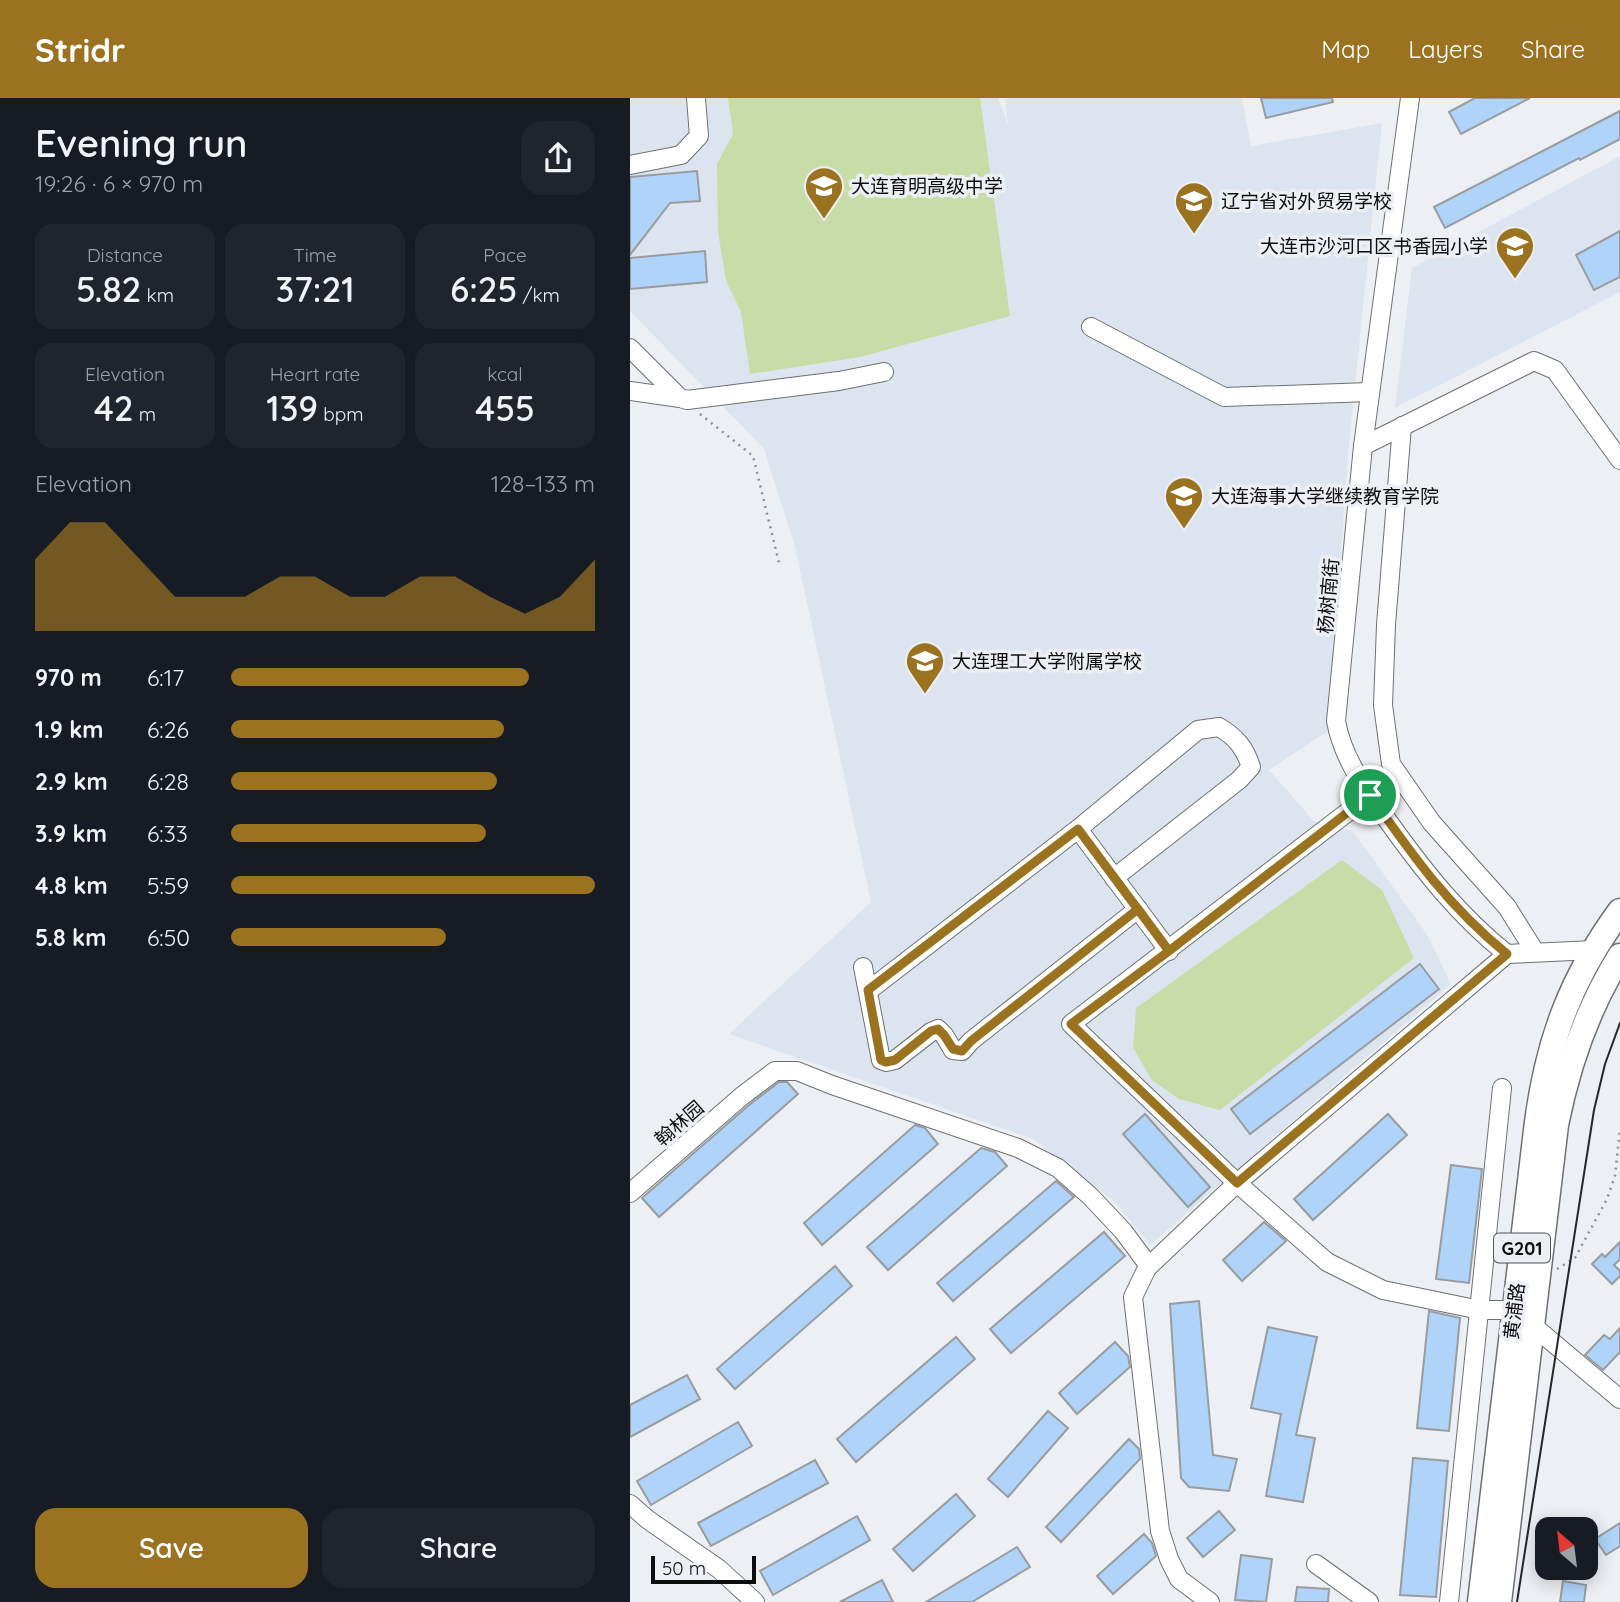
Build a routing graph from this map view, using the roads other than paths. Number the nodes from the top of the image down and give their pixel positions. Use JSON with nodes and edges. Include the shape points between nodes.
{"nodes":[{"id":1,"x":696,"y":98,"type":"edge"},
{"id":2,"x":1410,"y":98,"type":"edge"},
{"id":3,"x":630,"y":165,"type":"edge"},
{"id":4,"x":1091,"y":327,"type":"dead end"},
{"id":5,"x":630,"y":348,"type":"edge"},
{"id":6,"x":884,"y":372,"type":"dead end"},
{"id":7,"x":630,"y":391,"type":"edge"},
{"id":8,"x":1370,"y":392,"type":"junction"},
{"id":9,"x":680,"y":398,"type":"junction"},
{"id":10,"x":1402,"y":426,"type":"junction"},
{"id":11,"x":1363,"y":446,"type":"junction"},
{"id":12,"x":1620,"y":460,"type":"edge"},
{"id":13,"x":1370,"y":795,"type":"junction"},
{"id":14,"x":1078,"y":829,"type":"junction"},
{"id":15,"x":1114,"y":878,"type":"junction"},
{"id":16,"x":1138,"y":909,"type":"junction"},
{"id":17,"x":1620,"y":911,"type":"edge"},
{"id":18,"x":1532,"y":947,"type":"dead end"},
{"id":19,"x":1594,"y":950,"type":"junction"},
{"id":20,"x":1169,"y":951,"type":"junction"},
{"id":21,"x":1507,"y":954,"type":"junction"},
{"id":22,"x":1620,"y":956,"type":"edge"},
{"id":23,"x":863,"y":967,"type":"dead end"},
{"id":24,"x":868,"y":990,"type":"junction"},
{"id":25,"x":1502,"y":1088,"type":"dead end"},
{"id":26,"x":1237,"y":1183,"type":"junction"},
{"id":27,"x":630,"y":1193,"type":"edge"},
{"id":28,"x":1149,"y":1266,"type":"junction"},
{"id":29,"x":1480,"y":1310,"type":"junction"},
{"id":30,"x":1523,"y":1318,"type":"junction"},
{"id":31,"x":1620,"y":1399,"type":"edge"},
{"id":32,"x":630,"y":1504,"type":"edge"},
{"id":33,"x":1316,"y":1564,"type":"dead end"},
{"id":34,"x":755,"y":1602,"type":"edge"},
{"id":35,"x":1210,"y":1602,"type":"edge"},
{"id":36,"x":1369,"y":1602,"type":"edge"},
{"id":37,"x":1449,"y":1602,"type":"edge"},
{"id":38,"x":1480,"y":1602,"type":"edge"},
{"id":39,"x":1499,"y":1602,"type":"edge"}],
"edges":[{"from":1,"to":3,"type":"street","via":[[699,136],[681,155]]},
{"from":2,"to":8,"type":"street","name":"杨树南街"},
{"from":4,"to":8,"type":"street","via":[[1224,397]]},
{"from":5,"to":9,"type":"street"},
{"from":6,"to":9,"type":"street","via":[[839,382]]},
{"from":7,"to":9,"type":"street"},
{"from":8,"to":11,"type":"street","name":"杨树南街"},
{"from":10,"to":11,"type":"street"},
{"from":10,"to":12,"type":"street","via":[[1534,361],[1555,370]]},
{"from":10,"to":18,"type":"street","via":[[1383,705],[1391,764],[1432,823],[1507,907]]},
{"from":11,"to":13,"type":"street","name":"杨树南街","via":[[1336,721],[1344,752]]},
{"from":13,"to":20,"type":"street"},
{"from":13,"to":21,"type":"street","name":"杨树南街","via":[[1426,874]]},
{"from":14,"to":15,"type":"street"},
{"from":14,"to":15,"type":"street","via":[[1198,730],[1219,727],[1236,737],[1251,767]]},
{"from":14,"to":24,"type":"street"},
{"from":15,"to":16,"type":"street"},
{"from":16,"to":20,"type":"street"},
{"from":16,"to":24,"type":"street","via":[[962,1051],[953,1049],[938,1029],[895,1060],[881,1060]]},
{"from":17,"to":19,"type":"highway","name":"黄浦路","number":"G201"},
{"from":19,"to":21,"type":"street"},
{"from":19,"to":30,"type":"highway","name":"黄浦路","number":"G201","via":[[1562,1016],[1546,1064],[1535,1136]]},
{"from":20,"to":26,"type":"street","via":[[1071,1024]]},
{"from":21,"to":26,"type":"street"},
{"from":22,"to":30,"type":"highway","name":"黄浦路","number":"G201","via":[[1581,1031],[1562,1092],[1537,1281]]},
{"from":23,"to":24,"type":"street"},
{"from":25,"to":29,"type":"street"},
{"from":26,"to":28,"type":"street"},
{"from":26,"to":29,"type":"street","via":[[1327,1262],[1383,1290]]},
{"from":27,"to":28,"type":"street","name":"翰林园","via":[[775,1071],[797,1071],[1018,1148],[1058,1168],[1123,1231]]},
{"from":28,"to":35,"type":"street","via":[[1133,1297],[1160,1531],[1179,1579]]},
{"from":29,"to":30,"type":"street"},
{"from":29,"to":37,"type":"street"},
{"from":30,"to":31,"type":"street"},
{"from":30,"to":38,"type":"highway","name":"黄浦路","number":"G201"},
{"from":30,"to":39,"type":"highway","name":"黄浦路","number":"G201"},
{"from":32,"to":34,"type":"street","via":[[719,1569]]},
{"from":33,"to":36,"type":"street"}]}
----------------------------------------
Exercise goal ->
Write out the data precisely as given, excluding the pictures.

Response below ->
Build a routing graph from this map view, using the roads other than paths. Number the nodes from the top of the image down and give their pixel positions. Use JSON with nodes and edges. Include the shape points between nodes.
{"nodes":[{"id":1,"x":696,"y":98,"type":"edge"},
{"id":2,"x":1410,"y":98,"type":"edge"},
{"id":3,"x":630,"y":165,"type":"edge"},
{"id":4,"x":1091,"y":327,"type":"dead end"},
{"id":5,"x":630,"y":348,"type":"edge"},
{"id":6,"x":884,"y":372,"type":"dead end"},
{"id":7,"x":630,"y":391,"type":"edge"},
{"id":8,"x":1370,"y":392,"type":"junction"},
{"id":9,"x":680,"y":398,"type":"junction"},
{"id":10,"x":1402,"y":426,"type":"junction"},
{"id":11,"x":1363,"y":446,"type":"junction"},
{"id":12,"x":1620,"y":460,"type":"edge"},
{"id":13,"x":1370,"y":795,"type":"junction"},
{"id":14,"x":1078,"y":829,"type":"junction"},
{"id":15,"x":1114,"y":878,"type":"junction"},
{"id":16,"x":1138,"y":909,"type":"junction"},
{"id":17,"x":1620,"y":911,"type":"edge"},
{"id":18,"x":1532,"y":947,"type":"dead end"},
{"id":19,"x":1594,"y":950,"type":"junction"},
{"id":20,"x":1169,"y":951,"type":"junction"},
{"id":21,"x":1507,"y":954,"type":"junction"},
{"id":22,"x":1620,"y":956,"type":"edge"},
{"id":23,"x":863,"y":967,"type":"dead end"},
{"id":24,"x":868,"y":990,"type":"junction"},
{"id":25,"x":1502,"y":1088,"type":"dead end"},
{"id":26,"x":1237,"y":1183,"type":"junction"},
{"id":27,"x":630,"y":1193,"type":"edge"},
{"id":28,"x":1149,"y":1266,"type":"junction"},
{"id":29,"x":1480,"y":1310,"type":"junction"},
{"id":30,"x":1523,"y":1318,"type":"junction"},
{"id":31,"x":1620,"y":1399,"type":"edge"},
{"id":32,"x":630,"y":1504,"type":"edge"},
{"id":33,"x":1316,"y":1564,"type":"dead end"},
{"id":34,"x":755,"y":1602,"type":"edge"},
{"id":35,"x":1210,"y":1602,"type":"edge"},
{"id":36,"x":1369,"y":1602,"type":"edge"},
{"id":37,"x":1449,"y":1602,"type":"edge"},
{"id":38,"x":1480,"y":1602,"type":"edge"},
{"id":39,"x":1499,"y":1602,"type":"edge"}],
"edges":[{"from":1,"to":3,"type":"street","via":[[699,136],[681,155]]},
{"from":2,"to":8,"type":"street","name":"杨树南街"},
{"from":4,"to":8,"type":"street","via":[[1224,397]]},
{"from":5,"to":9,"type":"street"},
{"from":6,"to":9,"type":"street","via":[[839,382]]},
{"from":7,"to":9,"type":"street"},
{"from":8,"to":11,"type":"street","name":"杨树南街"},
{"from":10,"to":11,"type":"street"},
{"from":10,"to":12,"type":"street","via":[[1534,361],[1555,370]]},
{"from":10,"to":18,"type":"street","via":[[1383,705],[1391,764],[1432,823],[1507,907]]},
{"from":11,"to":13,"type":"street","name":"杨树南街","via":[[1336,721],[1344,752]]},
{"from":13,"to":20,"type":"street"},
{"from":13,"to":21,"type":"street","name":"杨树南街","via":[[1426,874]]},
{"from":14,"to":15,"type":"street"},
{"from":14,"to":15,"type":"street","via":[[1198,730],[1219,727],[1236,737],[1251,767]]},
{"from":14,"to":24,"type":"street"},
{"from":15,"to":16,"type":"street"},
{"from":16,"to":20,"type":"street"},
{"from":16,"to":24,"type":"street","via":[[962,1051],[953,1049],[938,1029],[895,1060],[881,1060]]},
{"from":17,"to":19,"type":"highway","name":"黄浦路","number":"G201"},
{"from":19,"to":21,"type":"street"},
{"from":19,"to":30,"type":"highway","name":"黄浦路","number":"G201","via":[[1562,1016],[1546,1064],[1535,1136]]},
{"from":20,"to":26,"type":"street","via":[[1071,1024]]},
{"from":21,"to":26,"type":"street"},
{"from":22,"to":30,"type":"highway","name":"黄浦路","number":"G201","via":[[1581,1031],[1562,1092],[1537,1281]]},
{"from":23,"to":24,"type":"street"},
{"from":25,"to":29,"type":"street"},
{"from":26,"to":28,"type":"street"},
{"from":26,"to":29,"type":"street","via":[[1327,1262],[1383,1290]]},
{"from":27,"to":28,"type":"street","name":"翰林园","via":[[775,1071],[797,1071],[1018,1148],[1058,1168],[1123,1231]]},
{"from":28,"to":35,"type":"street","via":[[1133,1297],[1160,1531],[1179,1579]]},
{"from":29,"to":30,"type":"street"},
{"from":29,"to":37,"type":"street"},
{"from":30,"to":31,"type":"street"},
{"from":30,"to":38,"type":"highway","name":"黄浦路","number":"G201"},
{"from":30,"to":39,"type":"highway","name":"黄浦路","number":"G201"},
{"from":32,"to":34,"type":"street","via":[[719,1569]]},
{"from":33,"to":36,"type":"street"}]}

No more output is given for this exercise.